Mary’s dream is beautiful — I felt its warmth as surely as any of you — and I will not deny the comfort of imagining lives spent in studios and under colonnades. Yet beauty will not feed the child nor warm the hearth. If machines have taken the mills, as Polidori reminds us, then our first duty is to ensure that every person placed before a choice of idleness or hunger is given bread, roof, and the chance to learn. Dreaming offered as ornament to the fortunate will become a cruel joke.

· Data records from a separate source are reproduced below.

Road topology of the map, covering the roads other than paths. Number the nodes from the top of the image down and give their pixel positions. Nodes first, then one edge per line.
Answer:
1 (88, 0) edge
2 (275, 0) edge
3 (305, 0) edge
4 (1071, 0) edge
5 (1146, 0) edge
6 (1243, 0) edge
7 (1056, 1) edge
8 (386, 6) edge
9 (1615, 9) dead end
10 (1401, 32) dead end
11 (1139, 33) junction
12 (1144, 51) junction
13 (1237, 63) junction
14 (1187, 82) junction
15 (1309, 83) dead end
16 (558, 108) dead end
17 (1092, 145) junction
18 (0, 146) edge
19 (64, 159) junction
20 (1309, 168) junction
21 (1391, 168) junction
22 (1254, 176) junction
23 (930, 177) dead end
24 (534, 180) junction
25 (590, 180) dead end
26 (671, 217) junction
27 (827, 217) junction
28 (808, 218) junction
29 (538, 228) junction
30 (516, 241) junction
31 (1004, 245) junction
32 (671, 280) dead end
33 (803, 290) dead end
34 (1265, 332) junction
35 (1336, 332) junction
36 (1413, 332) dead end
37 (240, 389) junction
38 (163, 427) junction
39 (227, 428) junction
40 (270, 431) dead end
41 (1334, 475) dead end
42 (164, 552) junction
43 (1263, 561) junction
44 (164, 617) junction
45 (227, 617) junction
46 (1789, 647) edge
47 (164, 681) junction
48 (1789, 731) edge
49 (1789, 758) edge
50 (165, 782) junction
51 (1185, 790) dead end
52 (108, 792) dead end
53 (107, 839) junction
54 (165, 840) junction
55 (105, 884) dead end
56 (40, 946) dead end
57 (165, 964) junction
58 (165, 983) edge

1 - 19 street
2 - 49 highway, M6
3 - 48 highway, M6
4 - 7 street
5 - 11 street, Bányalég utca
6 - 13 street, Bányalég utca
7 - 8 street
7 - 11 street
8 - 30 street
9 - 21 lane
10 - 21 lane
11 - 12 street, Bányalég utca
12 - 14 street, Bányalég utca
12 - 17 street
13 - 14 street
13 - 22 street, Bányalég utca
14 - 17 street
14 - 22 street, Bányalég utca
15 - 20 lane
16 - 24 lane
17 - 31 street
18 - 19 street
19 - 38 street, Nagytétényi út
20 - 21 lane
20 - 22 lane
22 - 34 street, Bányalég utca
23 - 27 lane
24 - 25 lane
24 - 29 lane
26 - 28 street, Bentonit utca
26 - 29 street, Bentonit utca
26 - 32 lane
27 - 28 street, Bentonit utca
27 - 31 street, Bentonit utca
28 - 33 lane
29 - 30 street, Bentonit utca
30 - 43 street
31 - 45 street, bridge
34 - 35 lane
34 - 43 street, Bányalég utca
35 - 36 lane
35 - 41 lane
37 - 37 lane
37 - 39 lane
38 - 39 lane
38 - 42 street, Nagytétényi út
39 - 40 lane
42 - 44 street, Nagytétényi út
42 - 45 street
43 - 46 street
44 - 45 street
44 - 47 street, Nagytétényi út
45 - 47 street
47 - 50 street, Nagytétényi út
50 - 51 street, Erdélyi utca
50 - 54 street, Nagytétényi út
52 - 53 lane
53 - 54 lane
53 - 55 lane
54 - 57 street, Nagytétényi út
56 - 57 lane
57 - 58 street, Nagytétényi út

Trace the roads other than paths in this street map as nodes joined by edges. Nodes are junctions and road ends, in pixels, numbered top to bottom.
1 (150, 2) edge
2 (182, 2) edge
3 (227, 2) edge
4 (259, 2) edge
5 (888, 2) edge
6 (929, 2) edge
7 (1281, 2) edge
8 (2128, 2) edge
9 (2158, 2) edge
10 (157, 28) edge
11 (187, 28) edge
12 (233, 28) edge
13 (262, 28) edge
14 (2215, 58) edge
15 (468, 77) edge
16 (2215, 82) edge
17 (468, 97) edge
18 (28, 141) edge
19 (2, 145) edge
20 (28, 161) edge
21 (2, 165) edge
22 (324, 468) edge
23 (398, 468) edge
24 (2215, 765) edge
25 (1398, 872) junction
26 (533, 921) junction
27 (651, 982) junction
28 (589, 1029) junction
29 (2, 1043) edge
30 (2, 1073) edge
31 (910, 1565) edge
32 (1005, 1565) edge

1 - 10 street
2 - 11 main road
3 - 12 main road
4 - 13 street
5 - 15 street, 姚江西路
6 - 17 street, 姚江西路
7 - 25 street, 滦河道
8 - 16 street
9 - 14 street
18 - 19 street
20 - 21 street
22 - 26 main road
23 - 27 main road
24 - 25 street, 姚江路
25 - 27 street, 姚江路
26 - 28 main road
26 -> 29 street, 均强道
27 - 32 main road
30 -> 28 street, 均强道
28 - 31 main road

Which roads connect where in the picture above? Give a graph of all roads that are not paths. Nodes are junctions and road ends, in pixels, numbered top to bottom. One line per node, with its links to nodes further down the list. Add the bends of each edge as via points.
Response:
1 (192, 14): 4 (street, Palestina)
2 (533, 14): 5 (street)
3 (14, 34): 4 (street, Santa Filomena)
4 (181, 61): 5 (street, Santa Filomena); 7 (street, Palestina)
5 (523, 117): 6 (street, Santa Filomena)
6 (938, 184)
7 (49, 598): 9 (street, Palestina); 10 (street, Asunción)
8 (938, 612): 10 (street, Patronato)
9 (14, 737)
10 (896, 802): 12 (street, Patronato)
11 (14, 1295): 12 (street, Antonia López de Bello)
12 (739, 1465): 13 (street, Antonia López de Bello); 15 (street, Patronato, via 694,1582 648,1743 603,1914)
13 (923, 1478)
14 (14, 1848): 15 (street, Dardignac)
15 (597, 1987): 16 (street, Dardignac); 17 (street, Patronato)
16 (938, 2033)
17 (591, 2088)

So call me practical: let us imagine, alongside Mary’s studios, the public scaffolding that will make them real. Apprenticeships must be paid; studios must be equipped and placed within reach of the poor; time for creation must be guaranteed by policy, be it through a universal stipend, guaranteed civic service, or public fellowships. We must insist that the right to imagine be not the luxury of leisure but the provision of a just polity.

I do not mean to kill the poet’s fever with ledgers. Far from it. I only ask that we build the ladder while we admire the view — that the House of Dreamers be yoked to institutions that prevent dreaming from becoming privilege. In the next chapter, when Percy shows us his School, I pray it answers these questions and that I may be persuaded by its designs. Until then, I will stand with you in faith but keep my pen sharpened for the fine print.